Case ID: bta_30/html/1269-01.html
Source: Caselaw Access Project
Author: {"author": "SteRnhagen:", "license": "Public Domain", "url": "https://static.case.law/"}
Date Created: 2024-08-24T03:29:51.129683

Briarcliff Investment Company, Petitioner, v. Commissioner of Internal Revenue, Respondent.
    Docket No. 71188.
    Promulgated July 24, 1934.
    
      Byron P. Harris, C.P.A., for the petitioner.
    
      Frank B. Schlosser, Esq., for the respondent.
   OPINION.

SteRnhagen:

The Commissioner determined a deficiency of $577.68 in petitioner’s income tax for 1930. The attack is on the disallowance of a deduction of brokerage commissions paid in two real estate transactions. The facts were stipulated.
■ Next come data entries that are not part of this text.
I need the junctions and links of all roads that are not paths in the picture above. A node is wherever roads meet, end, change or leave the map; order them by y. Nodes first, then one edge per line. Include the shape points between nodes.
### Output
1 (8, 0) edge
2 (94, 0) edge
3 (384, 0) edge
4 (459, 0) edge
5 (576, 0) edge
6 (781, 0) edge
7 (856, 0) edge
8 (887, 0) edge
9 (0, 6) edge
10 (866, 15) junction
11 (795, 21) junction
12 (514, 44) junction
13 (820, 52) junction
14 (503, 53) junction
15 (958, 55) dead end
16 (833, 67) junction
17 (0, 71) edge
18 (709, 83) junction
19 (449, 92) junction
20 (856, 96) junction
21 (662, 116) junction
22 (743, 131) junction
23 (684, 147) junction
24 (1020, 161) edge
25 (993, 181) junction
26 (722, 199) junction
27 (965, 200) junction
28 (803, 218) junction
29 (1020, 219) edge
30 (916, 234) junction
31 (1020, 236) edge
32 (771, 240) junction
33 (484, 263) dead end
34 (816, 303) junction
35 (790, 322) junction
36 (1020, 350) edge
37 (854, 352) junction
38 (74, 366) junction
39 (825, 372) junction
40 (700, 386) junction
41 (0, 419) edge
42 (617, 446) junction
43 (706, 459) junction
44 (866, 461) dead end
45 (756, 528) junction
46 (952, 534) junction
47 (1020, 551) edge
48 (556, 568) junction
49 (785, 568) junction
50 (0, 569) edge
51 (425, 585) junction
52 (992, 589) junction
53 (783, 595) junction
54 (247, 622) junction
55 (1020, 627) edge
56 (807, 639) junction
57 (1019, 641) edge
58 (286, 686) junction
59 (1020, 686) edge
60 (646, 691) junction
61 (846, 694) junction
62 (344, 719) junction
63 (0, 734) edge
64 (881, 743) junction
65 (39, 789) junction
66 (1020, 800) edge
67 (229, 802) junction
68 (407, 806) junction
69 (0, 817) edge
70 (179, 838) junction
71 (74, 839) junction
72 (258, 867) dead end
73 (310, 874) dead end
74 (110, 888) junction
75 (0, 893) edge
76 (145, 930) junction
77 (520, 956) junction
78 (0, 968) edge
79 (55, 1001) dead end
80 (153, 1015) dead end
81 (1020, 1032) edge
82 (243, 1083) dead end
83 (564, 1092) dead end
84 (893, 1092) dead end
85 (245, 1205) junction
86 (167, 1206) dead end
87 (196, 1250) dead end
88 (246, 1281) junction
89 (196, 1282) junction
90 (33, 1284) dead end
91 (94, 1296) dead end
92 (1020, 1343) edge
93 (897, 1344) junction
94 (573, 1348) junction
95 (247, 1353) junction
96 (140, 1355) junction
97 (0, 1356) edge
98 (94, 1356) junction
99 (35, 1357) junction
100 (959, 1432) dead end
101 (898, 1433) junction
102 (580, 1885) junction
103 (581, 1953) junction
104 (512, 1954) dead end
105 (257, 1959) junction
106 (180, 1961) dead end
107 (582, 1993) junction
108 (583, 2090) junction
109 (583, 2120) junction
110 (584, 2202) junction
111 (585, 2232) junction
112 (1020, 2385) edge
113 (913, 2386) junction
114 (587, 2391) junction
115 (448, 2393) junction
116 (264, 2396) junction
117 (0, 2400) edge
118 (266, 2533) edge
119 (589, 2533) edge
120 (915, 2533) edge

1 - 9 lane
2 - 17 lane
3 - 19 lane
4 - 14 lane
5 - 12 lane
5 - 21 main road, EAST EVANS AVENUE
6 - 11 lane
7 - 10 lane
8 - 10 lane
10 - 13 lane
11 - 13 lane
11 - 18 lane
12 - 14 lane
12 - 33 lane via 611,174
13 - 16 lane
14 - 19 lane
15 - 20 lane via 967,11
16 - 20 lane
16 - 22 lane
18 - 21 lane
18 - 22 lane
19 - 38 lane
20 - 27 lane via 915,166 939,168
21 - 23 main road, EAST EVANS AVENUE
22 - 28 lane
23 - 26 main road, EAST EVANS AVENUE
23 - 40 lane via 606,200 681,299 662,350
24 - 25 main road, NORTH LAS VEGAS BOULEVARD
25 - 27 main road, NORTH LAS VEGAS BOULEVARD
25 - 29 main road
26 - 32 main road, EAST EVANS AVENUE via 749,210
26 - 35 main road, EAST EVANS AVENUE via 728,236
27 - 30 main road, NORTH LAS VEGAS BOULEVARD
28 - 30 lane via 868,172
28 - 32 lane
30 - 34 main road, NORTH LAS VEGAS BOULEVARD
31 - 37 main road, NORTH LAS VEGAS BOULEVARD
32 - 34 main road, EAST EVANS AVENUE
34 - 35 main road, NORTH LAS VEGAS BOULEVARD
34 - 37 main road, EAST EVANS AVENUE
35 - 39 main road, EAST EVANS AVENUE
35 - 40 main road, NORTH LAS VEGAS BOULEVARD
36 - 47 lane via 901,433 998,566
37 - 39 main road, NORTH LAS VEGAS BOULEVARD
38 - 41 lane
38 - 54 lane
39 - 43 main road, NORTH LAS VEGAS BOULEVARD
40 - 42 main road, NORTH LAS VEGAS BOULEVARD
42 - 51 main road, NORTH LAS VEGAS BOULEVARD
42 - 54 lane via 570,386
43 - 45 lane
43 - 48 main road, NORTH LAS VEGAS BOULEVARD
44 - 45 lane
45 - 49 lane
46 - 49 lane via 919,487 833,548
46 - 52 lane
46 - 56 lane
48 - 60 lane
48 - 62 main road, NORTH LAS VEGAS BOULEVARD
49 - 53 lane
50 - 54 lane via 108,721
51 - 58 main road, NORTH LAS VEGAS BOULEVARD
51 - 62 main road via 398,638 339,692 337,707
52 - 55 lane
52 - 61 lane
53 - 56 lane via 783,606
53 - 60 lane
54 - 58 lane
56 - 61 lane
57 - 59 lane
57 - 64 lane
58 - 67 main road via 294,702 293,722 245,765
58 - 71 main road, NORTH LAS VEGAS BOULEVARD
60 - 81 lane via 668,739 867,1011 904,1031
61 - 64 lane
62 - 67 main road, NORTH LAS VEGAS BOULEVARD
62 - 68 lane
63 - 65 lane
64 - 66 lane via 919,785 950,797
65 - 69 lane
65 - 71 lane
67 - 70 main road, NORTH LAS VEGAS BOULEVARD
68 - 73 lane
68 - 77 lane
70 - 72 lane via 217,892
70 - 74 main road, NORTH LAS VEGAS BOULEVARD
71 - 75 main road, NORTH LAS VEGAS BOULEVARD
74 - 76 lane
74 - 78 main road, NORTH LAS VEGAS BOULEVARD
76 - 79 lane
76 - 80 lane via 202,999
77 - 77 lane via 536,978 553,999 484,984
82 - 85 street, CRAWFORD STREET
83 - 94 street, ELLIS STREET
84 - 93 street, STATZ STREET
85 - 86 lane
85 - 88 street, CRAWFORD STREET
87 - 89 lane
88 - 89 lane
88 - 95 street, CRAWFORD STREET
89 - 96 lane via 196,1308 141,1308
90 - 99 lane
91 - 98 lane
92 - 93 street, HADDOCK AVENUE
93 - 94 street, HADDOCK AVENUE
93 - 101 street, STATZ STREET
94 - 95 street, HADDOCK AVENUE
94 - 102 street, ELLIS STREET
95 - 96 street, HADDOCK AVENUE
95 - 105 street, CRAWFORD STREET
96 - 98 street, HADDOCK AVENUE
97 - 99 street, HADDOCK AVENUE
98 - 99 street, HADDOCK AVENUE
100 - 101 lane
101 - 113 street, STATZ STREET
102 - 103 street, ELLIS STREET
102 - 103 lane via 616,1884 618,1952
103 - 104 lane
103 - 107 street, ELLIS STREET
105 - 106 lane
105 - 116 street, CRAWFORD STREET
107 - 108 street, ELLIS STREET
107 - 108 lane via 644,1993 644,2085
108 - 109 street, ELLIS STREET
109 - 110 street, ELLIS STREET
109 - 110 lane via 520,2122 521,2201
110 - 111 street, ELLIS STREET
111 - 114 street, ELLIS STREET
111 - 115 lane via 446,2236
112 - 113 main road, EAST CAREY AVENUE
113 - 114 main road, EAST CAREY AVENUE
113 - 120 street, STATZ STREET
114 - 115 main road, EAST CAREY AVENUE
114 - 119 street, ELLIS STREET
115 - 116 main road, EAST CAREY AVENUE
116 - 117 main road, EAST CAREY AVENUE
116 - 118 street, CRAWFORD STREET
The petitioner, a Georgia corporation, was, during 1930, “ engaged in the real estate business.” Its books were on the cash and not an accrual basis. It acquired the Robert Fulton Hotel property for $654,323.33, being cash $100,266.08, liabilities assumed $479,057.25, and Union Stock Yards $75,000. To a broker petitioner paid “a commission of $3,000 for services rendered in connection with the transaction, which services consisted largely of inducing the owner of the hotel to accept the stockyards property as part payment.” Petitioner also acquired the Pallas Apartment property for $225,000, paid by $40,000 cash, $160,000 liabilities assumed, and the Griffin Farm $25,000. A commission of $2,500 was paid to a broker for services “ consisting largely of inducing the apartment owner to accept the Griffin Farm as part payment to the extent of $25,000 on the purchase price.” The petitioner on its 1930 return deducted the $3,000 and $2,500 as expenses and the Commissioner disallowed the deduction.

In the notice of deficiency the respondent predicated his disal-lowance of the deduction upon the holding that the two transactions in real estate were exchanges of property held for investment for other property of like kind or use, and therefore gain or loss thereon could not be recognized, Revenue Act 1928, sec. 112 (b) (1). The petitioner contends that nevertheless the commissions paid are deductible under section 23 (a) as ordinary and necessary expenses paid or incurred during the taxable year in carrying on any trade or business. Since the facts stipulated are limited to those which have just been set forth, it appears only that one “ engaged in the real estate business ” exchanged two investment properties for two other investment properties, paying cash and the assumption of liabilities in addition to the properties given up. There is nothing further to indicate that these transactions were other than special investments. That the petitioner is stipulated to be “ engaged in the real estate business ” is not sufficient to characterize every commission as an ordinary expense of carrying on its business. This is particularly true where, as here, there is reason from the stipulation to believe that the taxpayer’s business consists of investments. If the petitioner be engaged in trading, there is no evidence in this record to indicate it.

Earlier decisions have held that a commission paid as an incident to an investment transaction is not deductible as an ordinary and necessary expense and in In N. Burman, 23 B.T.A. 639, this rule was applied to one who was engaged in the real estate business, as this petitioner is stipulated to have been. There have, however, been tacit reservations as to commissions paid regularly by a real estate dealer in respect of his regular trading operations. While it is quite conceivable that commissions may be deducted by a dealer under such circumstances, it is sufficient in this case to say that the facts do not call for the consideration of that question. We say only that, consistently with prior decisions, the deductibility of a real estate commission as an ordinary and necessary expense of carrying on a trade or business is not established by the ambiguous stipulation that the taxpayer is “ engaged in the real estate business ”, and that the commissions were paid in connection with two transactions' which, so far as appears, were mere changes of investment.

Judgment will he entered for the respondent. 
      
      
        Hutton v. Commissioner, 39 Fed. (2d) 459 (securities); Bonwit Teller & Co. v. Commissioner, 53 Fed. (2d) 381, 384; Tonningsen v. Commissioner, 61 Fed. (2d) 199 (long term leases); E. A. Giffin, 19 B.T.A. 1243 (real estate commissions); cf. Odorono Co., 26 B.T.A. 1355 (attorney fees).
     
      
      
         E. A. Giffin, 19 B.T.A. 1243; Florence G. Baldwin, 23 B.T.A. 512; cf. J. A. Dart 29 B.T.A. 125.